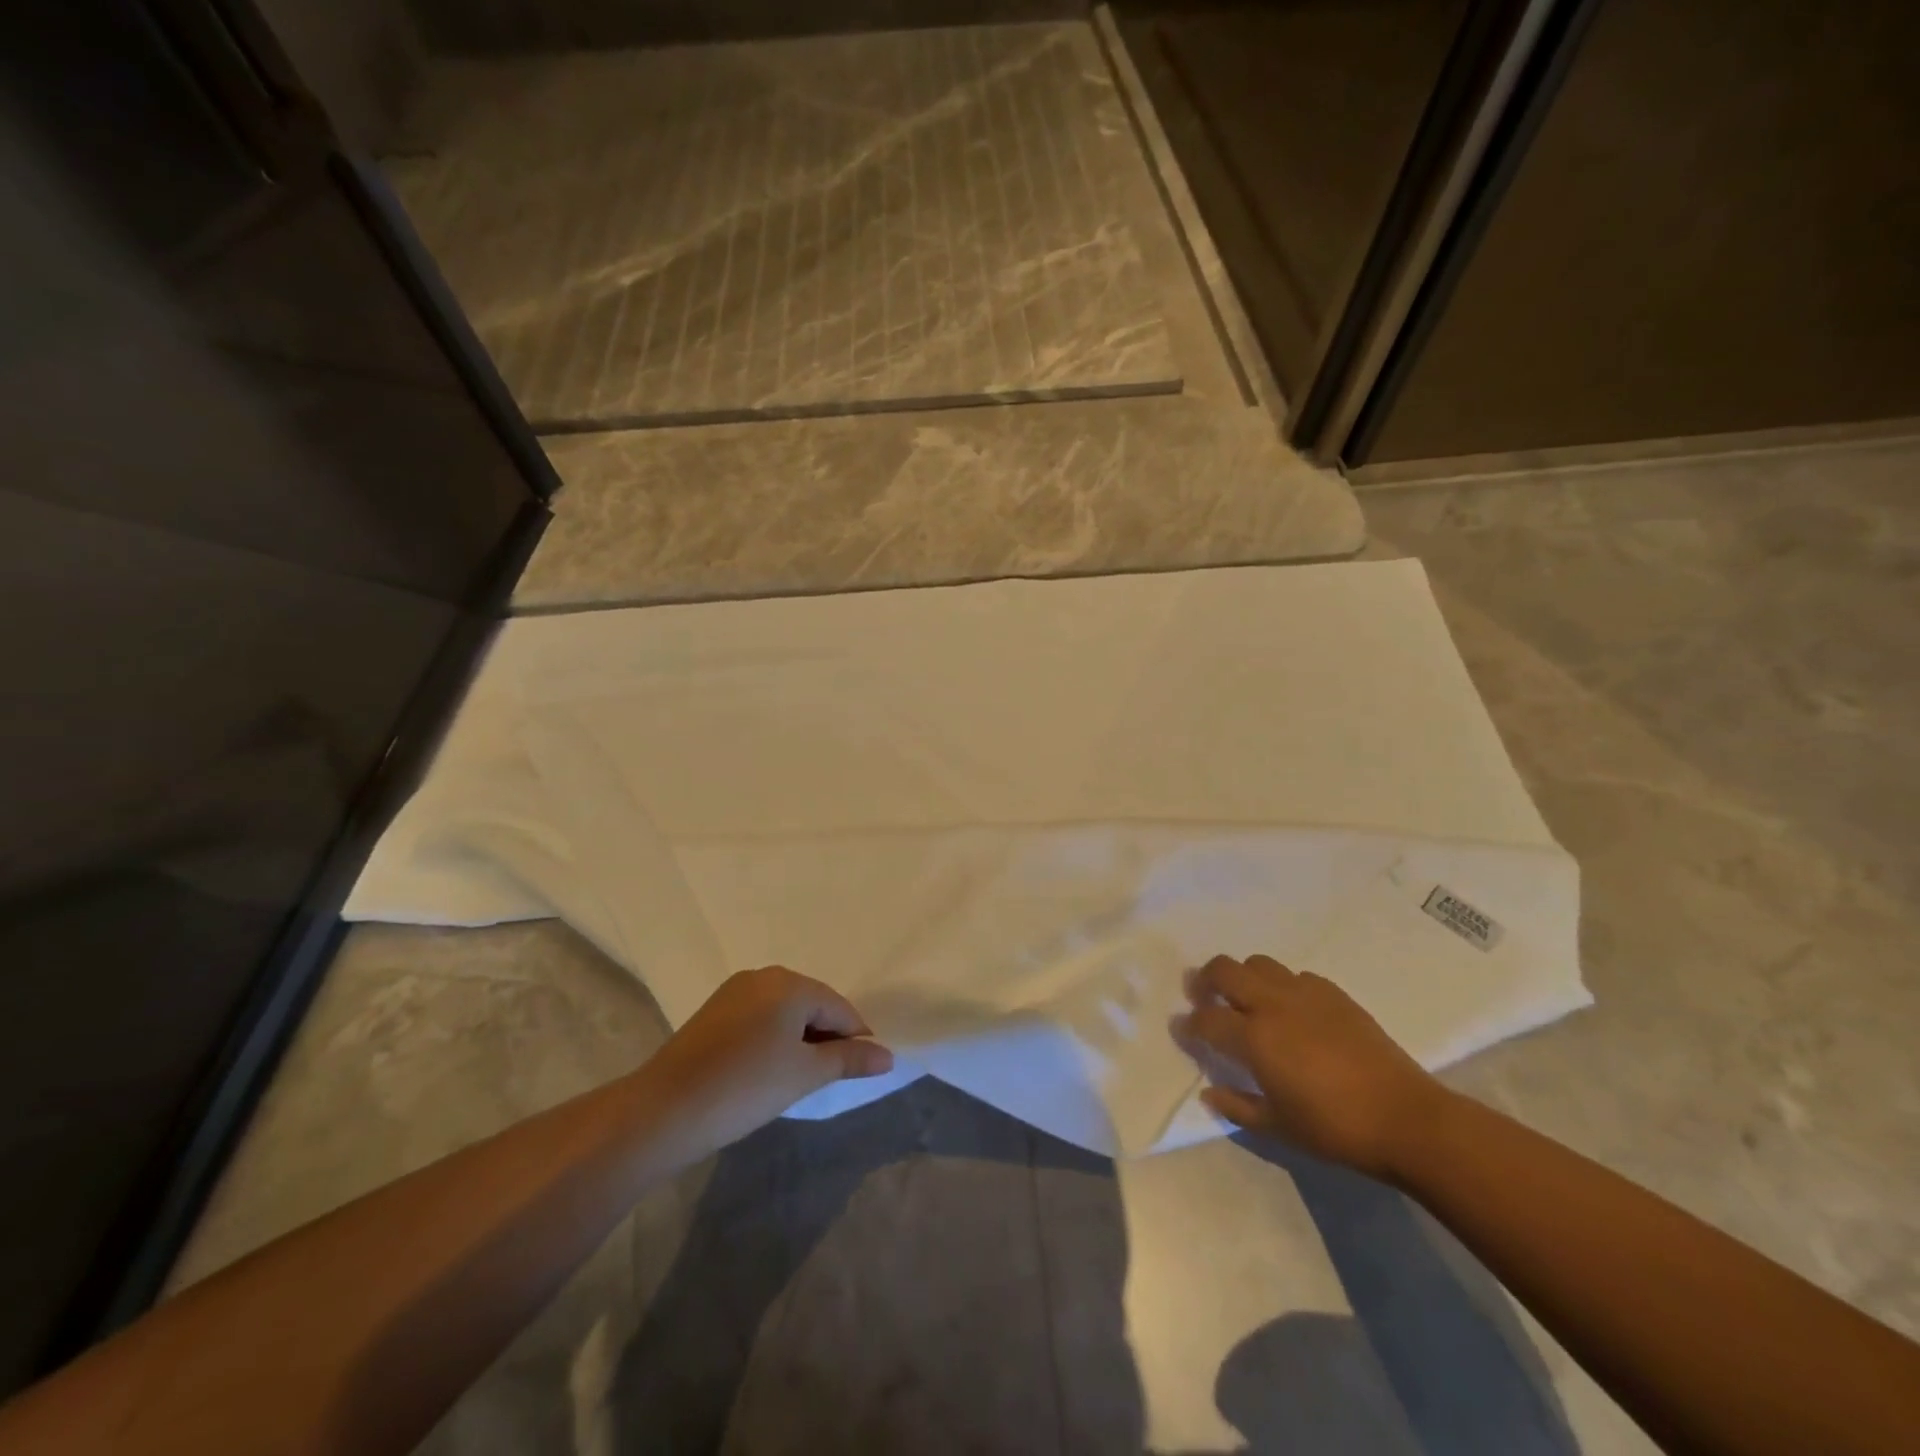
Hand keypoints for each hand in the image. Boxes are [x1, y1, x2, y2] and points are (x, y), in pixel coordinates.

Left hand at [640, 967, 893, 1159]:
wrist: (664, 1110)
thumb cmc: (746, 1087)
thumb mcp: (805, 1074)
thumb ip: (849, 1059)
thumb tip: (888, 1055)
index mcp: (790, 983)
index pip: (839, 1007)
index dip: (855, 1039)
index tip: (860, 1070)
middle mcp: (763, 976)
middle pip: (812, 1003)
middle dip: (826, 1037)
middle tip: (828, 1078)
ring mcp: (734, 991)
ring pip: (784, 1011)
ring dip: (799, 1039)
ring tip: (798, 1077)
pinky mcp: (714, 1012)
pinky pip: (759, 1018)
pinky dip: (772, 1039)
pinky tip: (767, 1070)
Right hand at [1171, 954, 1444, 1179]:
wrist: (1406, 1118)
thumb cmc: (1335, 1129)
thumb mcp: (1278, 1128)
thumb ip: (1238, 1106)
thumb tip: (1209, 1092)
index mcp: (1254, 1038)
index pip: (1206, 1019)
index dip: (1188, 1024)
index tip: (1182, 1029)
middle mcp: (1273, 1004)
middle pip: (1224, 970)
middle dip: (1205, 980)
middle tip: (1203, 997)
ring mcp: (1304, 993)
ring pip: (1258, 964)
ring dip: (1243, 977)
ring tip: (1247, 1000)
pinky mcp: (1333, 993)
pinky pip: (1295, 976)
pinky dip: (1282, 985)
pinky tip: (1292, 1010)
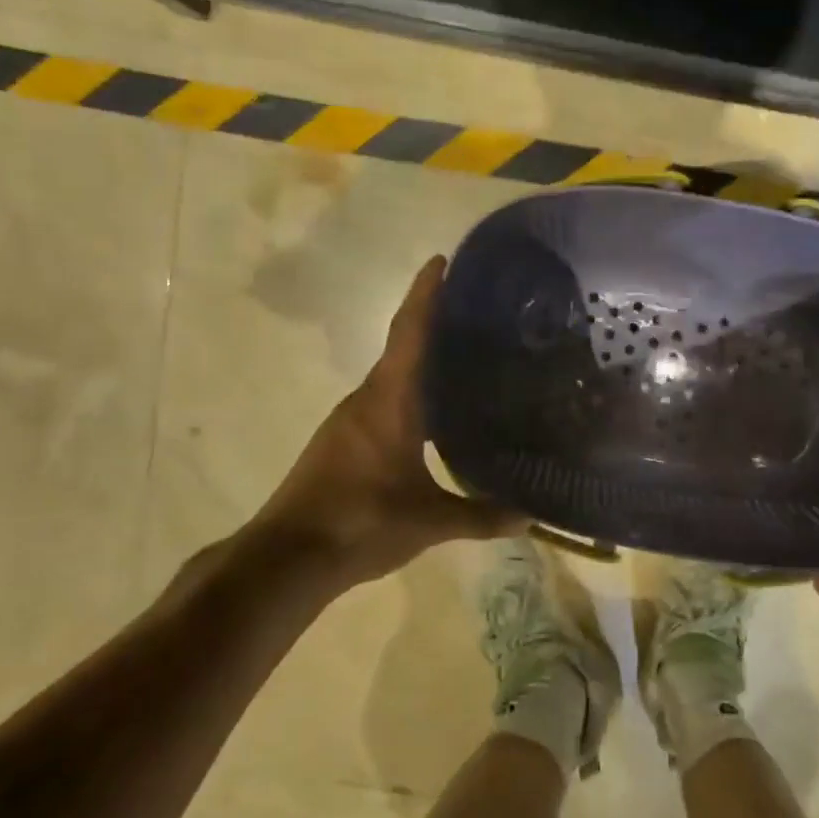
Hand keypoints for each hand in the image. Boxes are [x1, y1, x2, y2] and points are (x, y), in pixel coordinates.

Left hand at [234, 256, 525, 585]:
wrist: (287, 557)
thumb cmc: (360, 523)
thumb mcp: (429, 521)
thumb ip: (481, 516)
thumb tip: (530, 517)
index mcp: (389, 402)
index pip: (409, 333)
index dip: (425, 294)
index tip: (441, 260)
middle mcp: (366, 400)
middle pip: (401, 348)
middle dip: (432, 323)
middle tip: (475, 314)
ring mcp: (349, 421)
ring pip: (391, 377)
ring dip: (420, 361)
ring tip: (463, 358)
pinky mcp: (342, 442)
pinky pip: (382, 401)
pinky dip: (409, 392)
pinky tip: (432, 412)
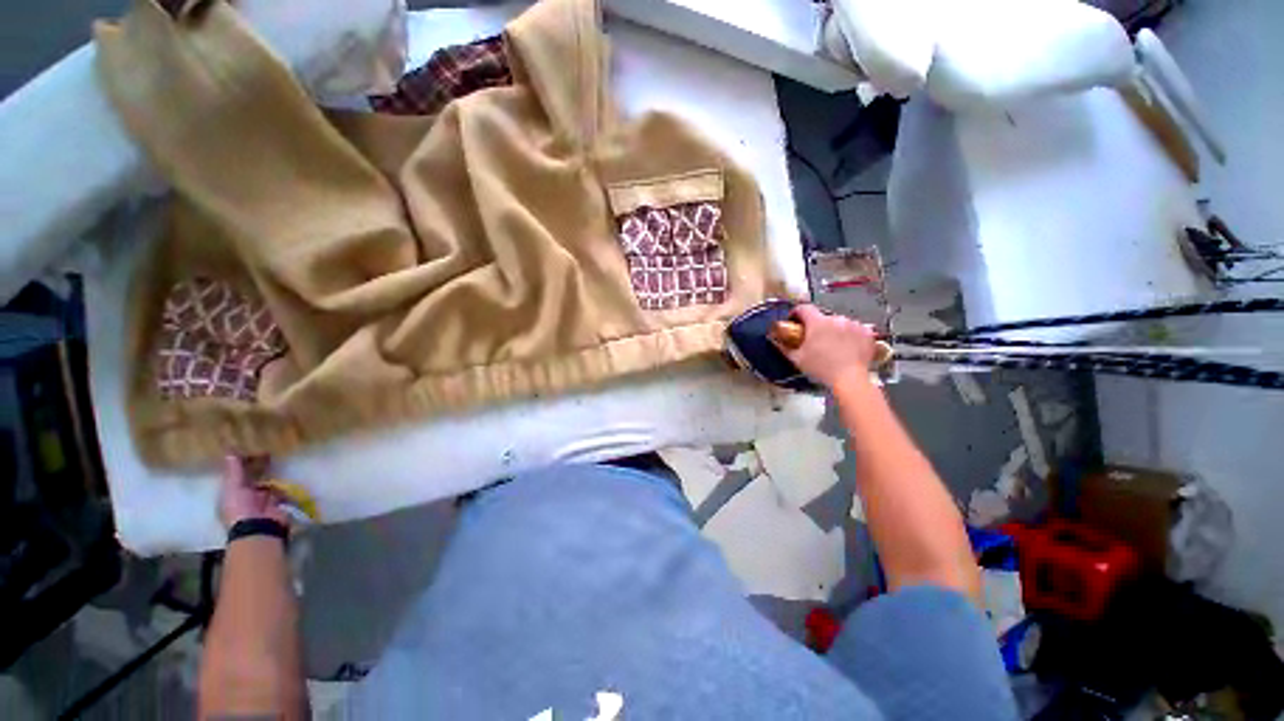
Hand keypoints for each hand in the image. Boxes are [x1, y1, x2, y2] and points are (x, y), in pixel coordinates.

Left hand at [219, 455, 287, 528]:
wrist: (261, 527)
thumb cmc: (241, 508)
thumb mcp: (233, 487)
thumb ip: (234, 470)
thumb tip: (229, 449)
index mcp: (232, 493)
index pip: (236, 475)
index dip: (241, 463)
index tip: (248, 450)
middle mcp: (247, 495)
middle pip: (253, 477)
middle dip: (259, 466)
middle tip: (268, 451)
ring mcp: (264, 498)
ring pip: (268, 481)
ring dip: (273, 472)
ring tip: (279, 458)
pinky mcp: (280, 501)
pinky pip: (283, 488)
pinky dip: (285, 481)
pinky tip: (289, 472)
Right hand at [774, 304, 877, 390]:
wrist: (850, 379)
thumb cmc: (822, 369)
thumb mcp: (798, 359)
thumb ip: (784, 347)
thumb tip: (775, 340)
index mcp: (817, 322)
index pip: (804, 308)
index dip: (797, 313)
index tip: (795, 320)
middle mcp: (836, 319)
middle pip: (822, 317)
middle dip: (817, 325)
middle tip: (814, 340)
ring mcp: (853, 324)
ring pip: (839, 323)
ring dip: (834, 330)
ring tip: (832, 345)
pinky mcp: (866, 332)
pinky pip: (855, 329)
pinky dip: (850, 335)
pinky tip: (847, 347)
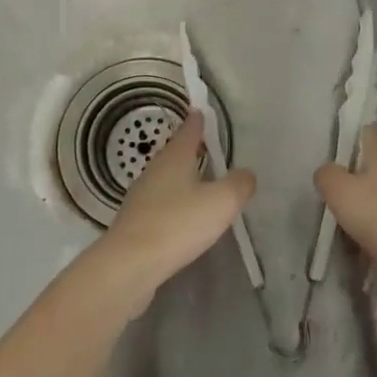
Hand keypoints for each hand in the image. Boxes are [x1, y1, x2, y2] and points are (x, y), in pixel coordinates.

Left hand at [92, 115, 255, 312]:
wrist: (129, 265)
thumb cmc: (178, 224)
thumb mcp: (221, 202)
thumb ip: (239, 184)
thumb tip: (246, 173)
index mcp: (174, 158)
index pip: (188, 131)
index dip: (197, 122)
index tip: (201, 111)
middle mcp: (154, 171)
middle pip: (174, 154)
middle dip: (190, 149)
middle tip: (206, 147)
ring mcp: (141, 198)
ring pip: (166, 179)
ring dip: (182, 178)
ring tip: (200, 183)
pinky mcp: (135, 224)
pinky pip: (160, 205)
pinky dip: (174, 204)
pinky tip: (183, 218)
━━━━━━
● **Prompt**
Return the lines above from the one with "ring tip: (463, 358)" through the one with "middle mcp: (154, 171)", verbatim and nothing else. Omit every picture.

● **Solution for this exercise**
ring tip: (463, 358)
pinky mcp: (342, 442)
pinky pip: (382, 401)
pinky dip: (409, 392)
pinky tip: (432, 412)
Hand keypoints for each hand in the image. Boxes are [x1, y1, x2, y2] and points are (x, y), in pixel coordinates.

Left hand at [219, 455, 287, 528]:
wrist: (261, 527)
thumb cmc: (241, 508)
thumb mcp: (233, 487)
thumb ip: (234, 470)
thumb tip: (229, 449)
index mcp: (232, 493)
index pip: (236, 475)
index dip: (241, 463)
index tip: (248, 450)
middle mcp: (247, 495)
middle pip: (253, 477)
middle dip: (259, 466)
middle tip: (268, 451)
ring mcp: (264, 498)
ring pip: (268, 481)
ring dip: (273, 472)
ring tip: (279, 458)
pinky mcp: (280, 501)
pinky pip: (283, 488)
pinky dip: (285, 481)
pinky tip: (289, 472)
Right hand at [774, 304, 877, 390]:
wrist: (850, 379)
thumb cmc: (822, 369)
thumb mcp: (798, 359)
thumb ip: (784, 347)
thumb tip: (775, 340)
index mcp: (817, 322)
index pip: (804, 308)
index dip: (797, 313)
index tip: (795, 320)
middle mcp: (836, 319)
middle pip: (822, 317)
middle dip: (817, 325)
middle tip: (814, 340)
ring mcp: (853, 324)
ring pip: (839, 323)
ring dip: (834, 330)
ring tip: (832, 345)
pinky mcp: (866, 332)
pinky pip: (855, 329)
pinky dip: (850, 335)
pinky tip: (847, 347)
Hand keypoints for each hand in the image. Boxes are [x1, y1, x2, y2] and points are (x, y), in pixel coordinates.

Left hand at [92, 115, 255, 312]:
wrist: (129, 265)
thumb cmc: (178, 224)
thumb mcp: (221, 202)
thumb ip: (239, 184)
thumb tip: (246, 173)
index mcp: (174, 158)
index pip: (188, 131)
index dip: (197, 122)
index tip: (201, 111)
middle mcp: (154, 171)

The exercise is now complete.